Blog Post

Microsoft Foundry Blog
5 MIN READ

Public preview: Voice-native agents in Microsoft Foundry

QinyingLiao's avatar
QinyingLiao
Icon for Microsoft rankMicrosoft
Mar 16, 2026

We’re excited to introduce the native support of Voice Live with the new Foundry Agent Service.

We’re excited to introduce the native support of Voice Live with the new Foundry Agent Service, making it dramatically easier to build real-time, speech-to-speech AI agents on Azure.

This integration brings together agent orchestration and real-time voice interaction into a unified developer experience — helping you to easily build production-ready voice-native agents that delivers natural conversational AI experiences.

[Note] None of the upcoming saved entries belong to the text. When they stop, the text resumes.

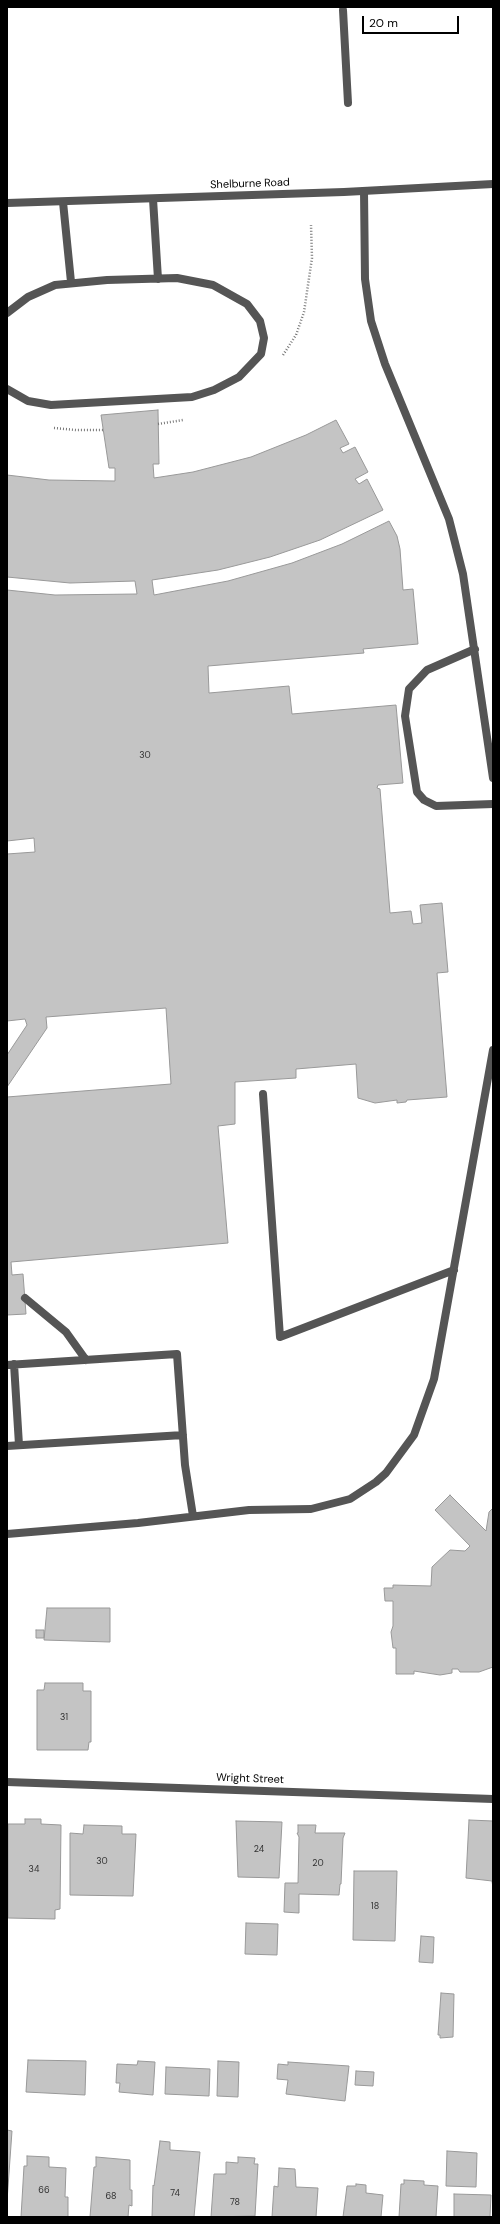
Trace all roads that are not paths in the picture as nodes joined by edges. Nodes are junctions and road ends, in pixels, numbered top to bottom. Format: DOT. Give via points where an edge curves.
graph roads {
  1 [pos="343,10"];
  2 [pos="348,103"];
  3 [pos="493,184"];
  4 [pos="364,191"];
  5 [pos="153,199"];
  6 [pos="63,202"];
  7 [pos="7,203"];
  8 [pos="158,279"];
  9 [pos="71,282"];
  10 [pos="7,313"];
  11 [pos="7,389"];
  12 [pos="475,649"];
  13 [pos="493,778"];
  14 [pos="493,804"];
  15 [pos="493,1050"];
  16 [pos="263,1094"];
  17 [pos="454,1270"];
  18 [pos="25,1298"];
  19 [pos="86,1360"];
  20 [pos="10,1365"];
  21 [pos="183,1435"];
  22 [pos="19,1445"];
  23 [pos="7,1446"];
  24 [pos="193,1516"];
  25 [pos="7,1534"];
  26 [pos="7,1782"];
  27 [pos="493,1799"];
  1 -- 2 [label="street"];
  3 -- 4 [label="street, Shelburne Road"];
  4 -- 5 [label="street, Shelburne Road"];
  4 -- 12 [label="street" via="365,280 371,321 385,364 449,519"];
  5 -- 6 [label="street, Shelburne Road"];
  5 -- 8 [label="street"];
  6 -- 7 [label="street, Shelburne Road"];
  6 -- 9 [label="street"];
  8 -- 9 [label="street"];
  8 -- 11 [label="street" via="177,278 200,282 227,292 247,304 255,312 263,330 263,346 256,361 239,377 214,390 192,397 51,405 28,401"];
  9 -- 10 [label="street" via="41,290"];
  12 -- 13 [label="street"];
  12 -- 14 [label="street" via="427,670 409,689 405,716 417,792 424,800 436,806"];
  15 -- 17 [label="street"];
  16 -- 17 [label="street" via="280,1337"];
  17 -- 24 [label="street" via="431,1392 414,1435 386,1473 363,1491 336,1504 311,1509 248,1510"];
  18 -- 19 [label="street" via="66,1332"];
  19 -- 20 [label="street"];
  19 -- 21 [label="street" via="177,1354"];
  20 -- 22 [label="street"];
  21 -- 22 [label="street"];
  21 -- 24 [label="street"];
  22 -- 23 [label="street"];
  24 -- 25 [label="street"];
  26 -- 27 [label="street, Wright Street"];
}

Shift toward real-time AI agents

AI interaction is rapidly evolving beyond chat interfaces. Users increasingly expect systems that can listen, reason, and respond instantly in natural voices — more like collaborators than tools.

Until now, building a production-grade voice agent required assembling multiple components: Speech recognition (STT), language reasoning and agent logic, tool orchestration, speech synthesis (TTS) and real-time streaming infrastructure, etc.

Developers often had to manage latency, synchronization, and conversational state across separate services.

With the General availability (GA) of the new Foundry Agent Service, we are also introducing the public preview of the native support of Voice Live API, reducing engineering complexity and accelerating development for voice-enabled agents.

The new Foundry Agent Service is a redesigned API format and runtime to help teams build and operate agents that move from prototype to production with confidence, providing out-of-the-box evaluators, custom evaluators, and continuous evaluation to systematically measure quality, groundedness, safety, and risk across the AI lifecycle.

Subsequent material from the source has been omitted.